» **EXERCISE OBJECTIVE**
Output the listing below in full, exactly as written.

» **RECORDS FOR THIS EXERCISE**
################
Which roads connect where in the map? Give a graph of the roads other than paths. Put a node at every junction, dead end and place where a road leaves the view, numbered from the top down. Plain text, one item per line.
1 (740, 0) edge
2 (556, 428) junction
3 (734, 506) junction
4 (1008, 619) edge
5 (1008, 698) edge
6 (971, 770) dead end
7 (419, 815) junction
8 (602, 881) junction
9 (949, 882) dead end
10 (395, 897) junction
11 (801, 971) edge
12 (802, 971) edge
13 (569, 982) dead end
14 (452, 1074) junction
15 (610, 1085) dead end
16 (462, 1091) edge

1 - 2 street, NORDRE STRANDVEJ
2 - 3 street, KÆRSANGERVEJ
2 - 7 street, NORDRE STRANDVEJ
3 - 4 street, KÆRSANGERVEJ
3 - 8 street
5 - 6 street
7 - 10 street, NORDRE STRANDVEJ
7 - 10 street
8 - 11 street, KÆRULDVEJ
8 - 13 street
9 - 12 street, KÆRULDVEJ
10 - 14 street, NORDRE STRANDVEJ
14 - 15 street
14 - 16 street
################
» **SOLUTION**
Which roads connect where in the map? Give a graph of the roads other than paths. Put a node at every junction, dead end and place where a road leaves the view, numbered from the top down. Plain text, one item per line.
1 (740, 0) edge
2 (556, 428) junction
3 (734, 506) junction
4 (1008, 619) edge
5 (1008, 698) edge
6 (971, 770) dead end
7 (419, 815) junction
8 (602, 881) junction
9 (949, 882) dead end
10 (395, 897) junction
11 (801, 971) edge
12 (802, 971) edge
13 (569, 982) dead end
14 (452, 1074) junction
15 (610, 1085) dead end
16 (462, 1091) edge

1 - 2 street, NORDRE STRANDVEJ
2 - 3 street, KÆRSANGERVEJ
2 - 7 street, NORDRE STRANDVEJ
3 - 4 street, KÆRSANGERVEJ
3 - 8 street
5 - 6 street
7 - 10 street, NORDRE STRANDVEJ
7 - 10 street
8 - 11 street, KÆRULDVEJ
8 - 13 street
9 - 12 street, KÆRULDVEJ
10 - 14 street, NORDRE STRANDVEJ
14 - 15 street
14 - 16 street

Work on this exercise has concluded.